Mendez perp walked Bullock toward it.
“Won’t the alarm go off?”
“Nope.” He held up a security card. Sliding it in a card reader, he waited for it to beep and opened the door. “Resets automatically. That was dumb, Bullock. Even for you. You philandering slime.”
“You can’t talk to me like that! I have a witness!”
“I don’t hear anything,” Vanessa said, clicking her remote on the car. “Thank you, Mendez. Call me or come by later?”
“You bet. Word of this gets out, we might catch a break.”
“Let’s hope so!” Calling her station, she headed in with her prisoner.
“You can’t do this to me. I’m a pillar of the community!”
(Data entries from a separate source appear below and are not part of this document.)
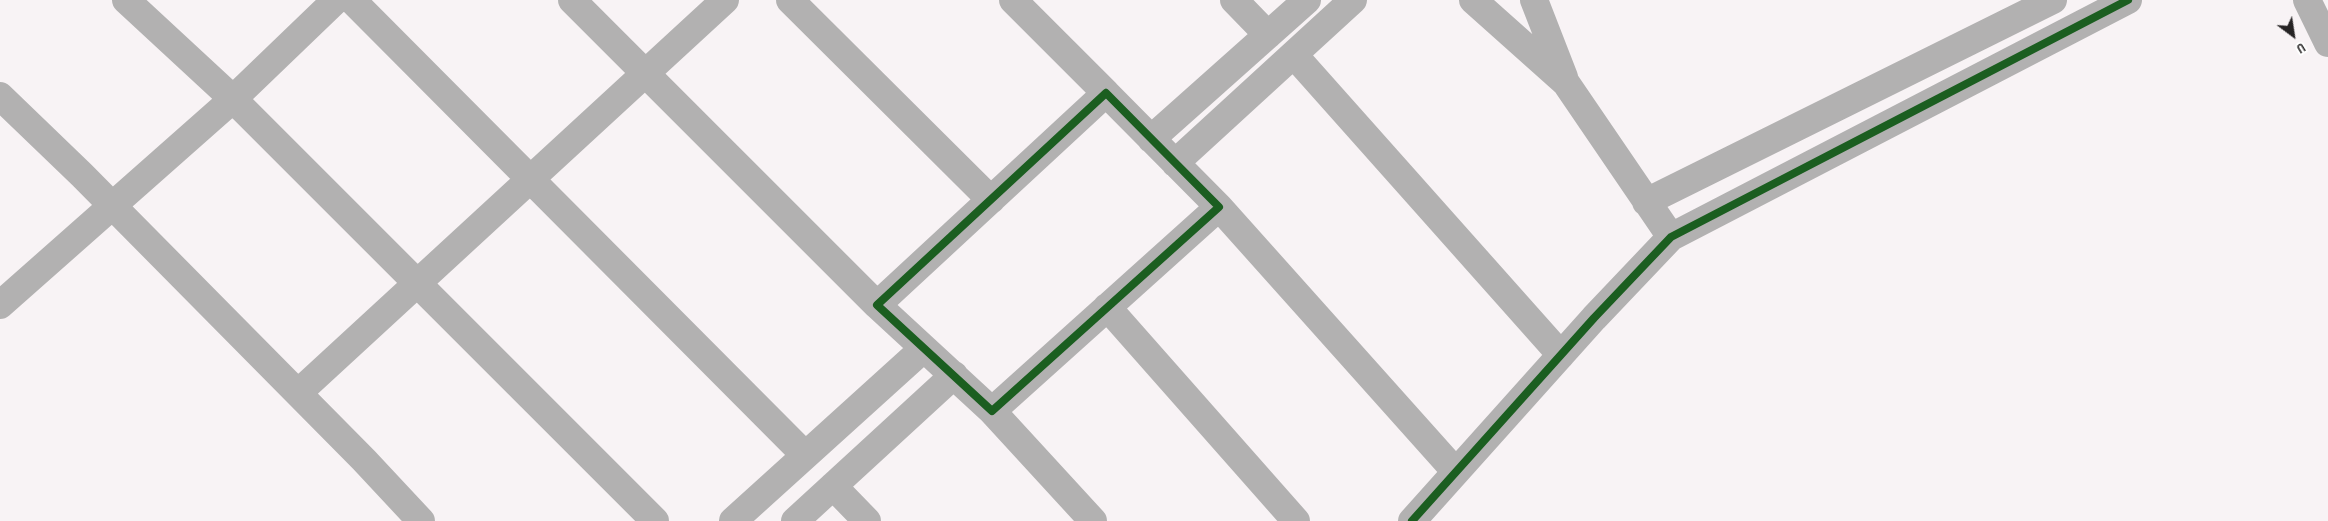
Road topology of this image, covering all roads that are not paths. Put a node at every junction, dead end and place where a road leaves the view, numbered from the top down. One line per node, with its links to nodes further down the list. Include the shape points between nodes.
1 (126, 0): 26 (street)
2 (336, 0): 26 (street)
3 (352, 0): 29 (street)
4 (572, 0): 21 (street)
5 (725, 0): 21 (street)
6 (790, 0): 30 (street)
7 (1013, 0): 24 (street)
8 (1234, 0): 16 (street)
9 (1307, 0): 16 (street)
10 (1354, 0): 19 (street)
11 (1473, 0): 22 (street)
12 (1534, 0): 22 (street)
13 (2128, 0): 17 (street)
14 (2307, 0): 18 (street)
15 (2047, 1): 17 (street); 20 (street)
16 (1268, 35): 27 (street)
17 (2061, 35): 23 (street)
18 (2328, 42)
19 (1294, 55): 28 (street); 40 (street)
20 (1935, 59): 23 (street); 31 (street)
21 (646, 74): 29 (street); 37 (street)
22 (1566, 83): 31 (street)
23 (1951, 90): 34 (street)
24 (1106, 93): 27 (street); 30 (street)
25 (0, 96): 32 (street)
26 (232, 99): 32 (street); 35 (street)
27 (1151, 139): 28 (street)
28 (1175, 163): 33 (street)
29 (530, 180): 35 (street); 44 (street)
30 (990, 200): 37 (street)
31 (1646, 202): 34 (street)
32 (111, 206): 36 (street); 42 (street)
33 (1219, 207): 38 (street); 45 (street)
34 (1671, 236): 40 (street)
35 (416, 285): 42 (street); 48 (street)
36 (0, 305)
37 (877, 305): 39 (street)
38 (1107, 307): 43 (street); 53 (street)
39 (923, 349): 41 (street); 44 (street)
40 (1562, 355): 45 (street)
41 (954, 375): 43 (street); 46 (street)
42 (298, 393): 47 (street)
43 (992, 411): 52 (street)
44 (806, 455): 49 (street)
45 (1456, 472): 54 (street)
46 (833, 486): 50 (street); 51 (street)
47 (421, 521)
48 (655, 521)
49 (733, 521)
50 (795, 521)
51 (867, 521)
52 (1093, 521)
53 (1296, 521)
54 (1412, 521)

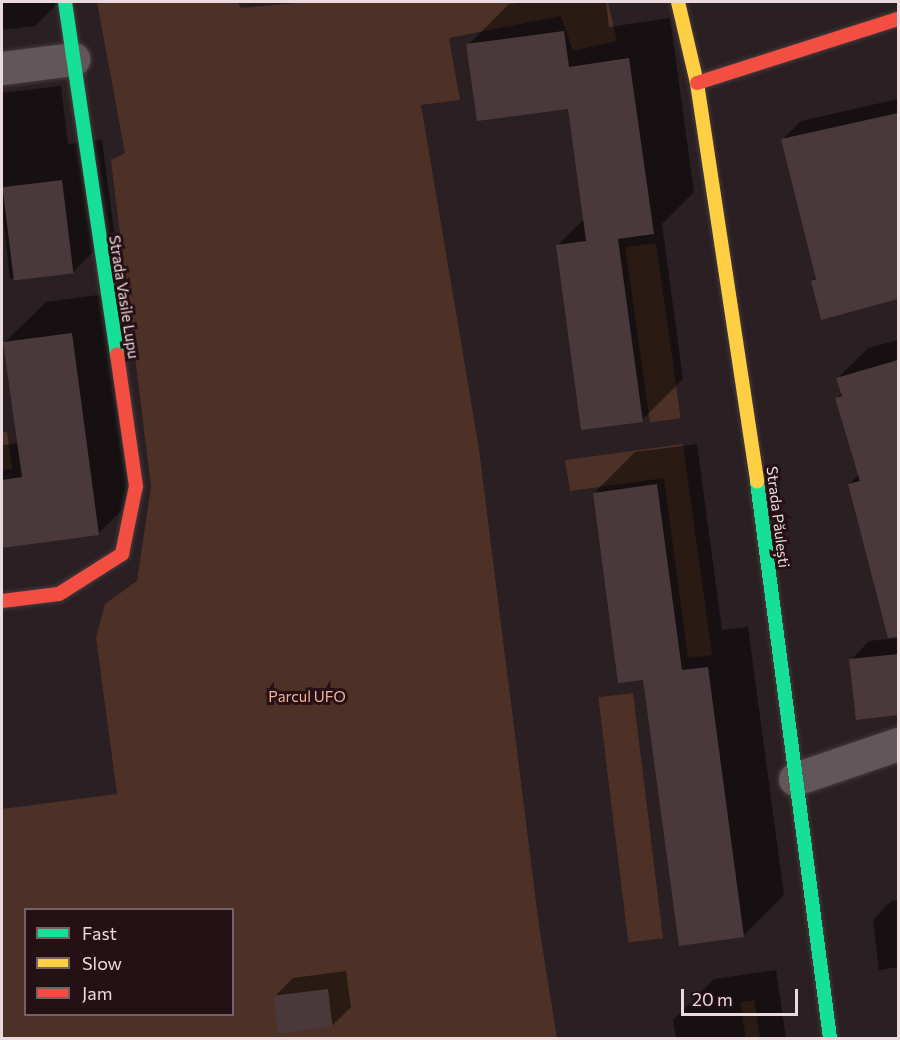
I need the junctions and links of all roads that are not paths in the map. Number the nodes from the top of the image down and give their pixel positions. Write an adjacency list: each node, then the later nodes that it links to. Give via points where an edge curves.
1 (65, 2): 4 (main road, Strada Vasile Lupu)
2 (678, 2): 6 (main road, Strada Păulești)
3 (898, 19): 6 (main road)
4 (73, 59): 5 (street); 7 (main road, Strada Vasile Lupu, via 136,486 122,554 87,580 59,594)
5 (2, 68)
6 (697, 83): 9 (main road, Strada Păulești, via 742,367)
7 (2, 601)
8 (898, 744): 9 (street)
9 (795, 779): 10 (main road, Strada Păulești)
10 (830, 1038)

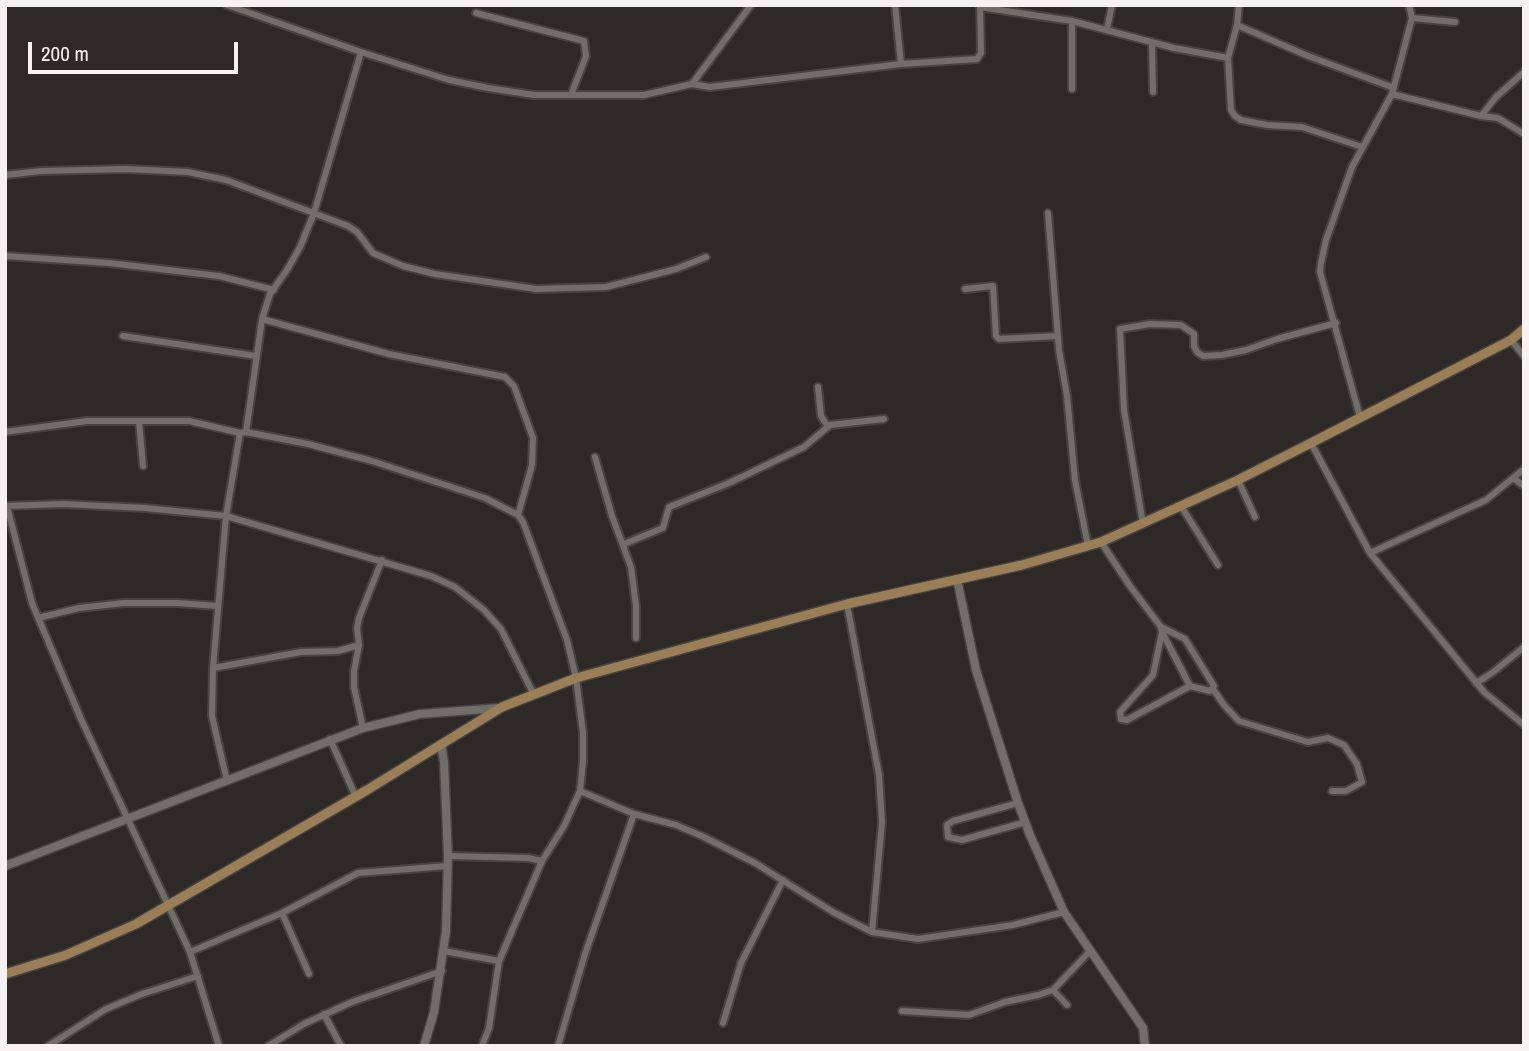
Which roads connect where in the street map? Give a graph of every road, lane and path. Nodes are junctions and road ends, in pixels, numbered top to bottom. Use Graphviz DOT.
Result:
graph roads {
  1 [pos="227,5"];
  2 [pos="751,5"];
  3 [pos="895,5"];
  4 [pos="1112,5"];
  5 [pos="1239,5"];
  6 [pos="1401,5"];
  7 [pos="979,6"];
  8 [pos="1409,6"];
  9 [pos="476,13"];
  10 [pos="1412,18"];
  11 [pos="1072,20"];
  12 [pos="1454,22"];
  13 [pos="1237,25"];
  14 [pos="1107,29"];
  15 [pos="1152,42"];
  16 [pos="361,52"];
  17 [pos="1228,58"];
  18 [pos="901,64"];
  19 [pos="1524,72"];
  20 [pos="692,84"];
  21 [pos="1072,89"];
  22 [pos="1393,91"];
  23 [pos="1153,92"];
  24 [pos="571,94"];
  25 [pos="1481,116"];
  26 [pos="1524,134"];
  27 [pos="1362,147"];
  28 [pos="5,175"];
  29 [pos="314,213"];
  30 [pos="1048,213"];
  31 [pos="5,256"];
  32 [pos="706,257"];
  33 [pos="965,289"];
  34 [pos="274,290"];
  35 [pos="262,319"];
  36 [pos="1336,323"];
  37 [pos="1524,329"];
  38 [pos="123,336"];
  39 [pos="1058,336"];
  40 [pos="1511,340"];
  41 [pos="256,356"];
  42 [pos="1524,356"];
  43 [pos="818,387"];
  44 [pos="1360,417"];
  45 [pos="884,419"];
  46 [pos="139,421"];
  47 [pos="828,426"];
  48 [pos="5,432"];
  49 [pos="243,433"];
  50 [pos="1311,443"];
  51 [pos="595,457"];
  52 [pos="143,466"];
  53 [pos="1524,469"];
  54 [pos="1513,478"];
  55 [pos="1238,480"];
  56 [pos="1524,486"];
  57 [pos="6,506"];
  58 [pos="1181,506"];
  59 [pos="518,515"];
  60 [pos="226,516"];
  61 [pos="1255,517"];
  62 [pos="1143,524"];
  63 [pos="1101,542"];
  64 [pos="624,544"];
  65 [pos="1088,546"];
  66 [pos="1370,553"];
  67 [pos="382,560"];
  68 [pos="1219,565"];
  69 [pos="957,579"];
  70 [pos="847,604"];
  71 [pos="217,606"];
  72 [pos="38,618"];
  73 [pos="1162,630"];
  74 [pos="636,638"];
  75 [pos="359,645"];
  76 [pos="1524,647"];
  77 [pos="213,668"];
  78 [pos="576,678"];
  79 [pos="1476,683"];
  80 [pos="1190,686"];
  81 [pos="1213,689"];
  82 [pos="534,695"];
  83 [pos="502,708"];
  84 [pos="1524,725"];
  85 [pos="363,728"];
  86 [pos="330,739"];
  87 [pos="441,744"];
  88 [pos="227,781"];
  89 [pos="580,791"];
  90 [pos="1332,791"];
  91 [pos="356,797"];
  92 [pos="1018,803"];
  93 [pos="634,814"];
  94 [pos="127,821"];
  95 [pos="1026,822"];
  96 [pos="448,856"];
  97 [pos="542,861"];
  98 [pos="5,866"];
  99 [pos="447,866"];
  100 [pos="783,880"];
  101 [pos="169,905"];
  102 [pos="1064,912"];
  103 [pos="282,913"];
  104 [pos="872,932"];
  105 [pos="444,951"];
  106 [pos="190,952"];
  107 [pos="1089,952"];
  108 [pos="499,961"];
  109 [pos="442,971"];
  110 [pos="309,974"];
  111 [pos="5,975"];
  112 [pos="198,976"];
  113 [pos="1053,990"];
  114 [pos="1067,1005"];
  115 [pos="902,1011"];
  116 [pos="324,1014"];
  117 [pos="723,1023"];
  118 [pos="271,1045"];
  119 [pos="48,1046"];
  120 [pos="219,1046"];
  121 [pos="341,1046"];
  122 [pos="424,1046"];
  123 [pos="482,1046"];
  124 [pos="558,1046"];
  125 [pos="1146,1046"];
  1 -- 16 [label="street"];
  2 -- 20 [label="street"];
  3 -- 18 [label="street"];
  4 -- 14 [label="street"];
  5 -- 13 [label="street"];
  6 -- 8 [label="street"];
  7 -- 11 [label="street"];
  7 -- 18 [label="street"];
  8 -- 10 [label="street"];
  9 -- 24 [label="street"];
  10 -- 12 [label="street"];
  10 -- 22 [label="street"];
  11 -- 14 [label="street"];
  11 -- 21 [label="street"];
  13 -- 17 [label="street"];
  13 -- 22 [label="street"];
  14 -- 15 [label="street"];
  15 -- 17 [label="street"];
  15 -- 23 [label="street"];
  16 -- 24 [label="street"];
  16 -- 29 [label="street"];
  17 -- 27 [label="street"];
  18 -- 20 [label="street"];
  19 -- 25 [label="street"];
  20 -- 24 [label="street"];
  22 -- 25 [label="street"];
  22 -- 27 [label="street"];
  25 -- 26 [label="street"];
  27 -- 36 [label="street"];
  28 -- 29 [label="street"];
  29 -- 32 [label="street"];
  29 -- 34 [label="street"];
  30 -- 39 [label="street"];
  31 -- 34 [label="street"];
  33 -- 39 [label="street"];
  34 -- 35 [label="street"];
  35 -- 41 [label="street"];
  35 -- 59 [label="street"];
  36 -- 44 [label="street"];
  36 -- 62 [label="street"];
  37 -- 40 [label="main road"];
  38 -- 41 [label="street"];
  39 -- 65 [label="street"];
  40 -- 42 [label="street"];
  40 -- 44 [label="main road"];
  41 -- 49 [label="street"];
  43 -- 47 [label="street"];
  44 -- 50 [label="main road"];
  45 -- 47 [label="street"];
  46 -- 48 [label="street"];
  46 -- 49 [label="street"];
  46 -- 52 [label="street"];
  47 -- 64 [label="street"];
  49 -- 59 [label="street"];
  49 -- 60 [label="street"];
  50 -- 55 [label="main road"];
  50 -- 66 [label="street"];
  51 -- 64 [label="street"];
  53 -- 54 [label="street"];
  54 -- 56 [label="street"];
  54 -- 66 [label="street"];
  55 -- 58 [label="main road"];
  55 -- 61 [label="street"];
  57 -- 60 [label="street"];
  57 -- 72 [label="street"];
  58 -- 62 [label="main road"];
  58 -- 68 [label="street"];
  59 -- 78 [label="street"];
  60 -- 67 [label="street"];
  60 -- 71 [label="street"];
  62 -- 63 [label="main road"];
  63 -- 65 [label="main road"];
  63 -- 73 [label="street"];
  64 -- 74 [label="street"];
  65 -- 69 [label="main road"];
  66 -- 79 [label="street"];
  67 -- 75 [label="street"];
  67 -- 82 [label="street"];
  69 -- 70 [label="main road"];
  69 -- 92 [label="street"];
  70 -- 78 [label="main road"];
  70 -- 104 [label="street"];
  71 -- 72 [label="street"];
  71 -- 77 [label="street"];
  72 -- 94 [label="street"];
  73 -- 80 [label="street"];
  73 -- 80 [label="street"];
  73 -- 81 [label="street"];
  75 -- 77 [label="street"];
  75 -- 85 [label="street"];
  76 -- 79 [label="street"];
  77 -- 88 [label="street"];
  78 -- 82 [label="main road"];
  78 -- 89 [label="street"];
  79 -- 84 [label="street"];
  80 -- 81 [label="street"];
  81 -- 90 [label="street"];
  82 -- 83 [label="main road"];
  83 -- 85 [label="street"];
  83 -- 87 [label="main road"];
  85 -- 86 [label="street"];
  86 -- 88 [label="street"];
  86 -- 91 [label="street"];
  87 -- 91 [label="main road"];
  87 -- 96 [label="street"];
  88 -- 94 [label="street"];
  89 -- 93 [label="street"];
  89 -- 97 [label="street"];
  91 -- 101 [label="main road"];
  92 -- 95 [label="street"];
  92 -- 95 [label="street"];
  93 -- 100 [label="street"];
  93 -- 124 [label="street"];
  94 -- 98 [label="street"];
  94 -- 101 [label="street"];
  95 -- 102 [label="street"];
  96 -- 97 [label="street"];
  96 -- 99 [label="street"];
  97 -- 108 [label="street"];
  99 -- 103 [label="street"];
  99 -- 105 [label="street"];
  100 -- 104 [label="street"];
  100 -- 117 [label="street"];
  101 -- 106 [label="street"];
  101 -- 111 [label="main road"];
  102 -- 104 [label="street"];
  102 -- 107 [label="street"];
  103 -- 106 [label="street"];
  103 -- 110 [label="street"];
  105 -- 108 [label="street"];
  105 -- 109 [label="street"];
  106 -- 112 [label="street"];
  107 -- 113 [label="street"];
  107 -- 125 [label="street"];
  108 -- 123 [label="street"];
  109 -- 116 [label="street"];
  109 -- 122 [label="street"];
  112 -- 119 [label="street"];
  112 -- 120 [label="street"];
  113 -- 114 [label="street"];
  113 -- 115 [label="street"];
  116 -- 118 [label="street"];
  116 -- 121 [label="street"];
}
“Which is probably why you’ve gotten away with it so long.” Vanessa had swiped the record app on her phone. Placing the phone on the seat beside her, she waited to see if he’d incriminate himself.
“I didn’t do anything with those girls, that they didn’t want!”
Suppressing the impulse to slam on the brakes, making him rocket into the cage, she kept driving. Her best bet was to say nothing, or she would say something she’d regret.
“You don’t know a thing about me! You think you got something. You got nothing! I didn’t do nothing!”
It amazed Vanessa how much a Louisiana accent sounded like the Bronx. Her horrible ex, whose name she preferred to forget, had a similar accent, but his was Yankee born. Shadron was from New York City, Hell’s Kitchen, to be specific. The noise of the coach’s tirade flipped a switch to inner bitch and she did slam the brakes when she got to the light at US-1. Bullock smacked the cage behind her seat.
“Hey! You done that on purpose! You bitch! That’s brutality!”
“Yelling at me, cursing less than three feet away, is verbal assault. On a police officer. Which one of us is in more trouble? Hm? One of your rights is to remain silent. Might wanna give that a try.”